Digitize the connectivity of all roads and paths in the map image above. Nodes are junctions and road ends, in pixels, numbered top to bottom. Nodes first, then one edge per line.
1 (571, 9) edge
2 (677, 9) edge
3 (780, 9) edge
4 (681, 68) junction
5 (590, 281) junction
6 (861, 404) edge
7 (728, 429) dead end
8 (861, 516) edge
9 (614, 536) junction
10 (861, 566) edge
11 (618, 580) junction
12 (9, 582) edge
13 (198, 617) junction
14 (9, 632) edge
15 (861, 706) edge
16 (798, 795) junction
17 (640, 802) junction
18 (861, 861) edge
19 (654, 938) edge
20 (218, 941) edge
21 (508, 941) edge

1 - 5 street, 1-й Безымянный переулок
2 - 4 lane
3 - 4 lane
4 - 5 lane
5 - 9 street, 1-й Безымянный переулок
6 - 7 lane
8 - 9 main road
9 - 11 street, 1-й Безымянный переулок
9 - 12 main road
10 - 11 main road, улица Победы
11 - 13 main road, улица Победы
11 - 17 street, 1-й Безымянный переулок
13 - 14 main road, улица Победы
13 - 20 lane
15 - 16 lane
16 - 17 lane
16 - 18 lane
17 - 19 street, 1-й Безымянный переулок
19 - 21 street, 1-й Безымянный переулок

[What is expected] From the first line down to the last, give the records again exactly.

[Exercise answer]
Digitize the connectivity of all roads and paths in the map image above. Nodes are junctions and road ends, in pixels, numbered top to bottom. Nodes first, then one edge per line.
1 (571, 9) edge
2 (677, 9) edge
3 (780, 9) edge
4 (681, 68) junction
5 (590, 281) junction
6 (861, 404) edge
7 (728, 429) dead end
8 (861, 516) edge
9 (614, 536) junction
10 (861, 566) edge
11 (618, 580) junction
12 (9, 582) edge
13 (198, 617) junction
14 (9, 632) edge
15 (861, 706) edge
16 (798, 795) junction
17 (640, 802) junction
18 (861, 861) edge
19 (654, 938) edge
20 (218, 941) edge
21 (508, 941) edge

1 - 5 street, 1-й Безымянный переулок
2 - 4 lane
3 - 4 lane
4 - 5 lane
5 - 9 street, 1-й Безымянный переулок
6 - 7 lane
8 - 9 main road
9 - 11 street, 1-й Безымянный переулок
9 - 12 main road
10 - 11 main road, улица Победы
11 - 13 main road, улица Победы
11 - 17 street, 1-й Безымянный переулок
13 - 14 main road, улица Победы
13 - 20 lane
15 - 16 lane
16 - 17 lane
16 - 18 lane
17 - 19 street, 1-й Безымянный переулок
19 - 21 street, 1-й Безымянный переулок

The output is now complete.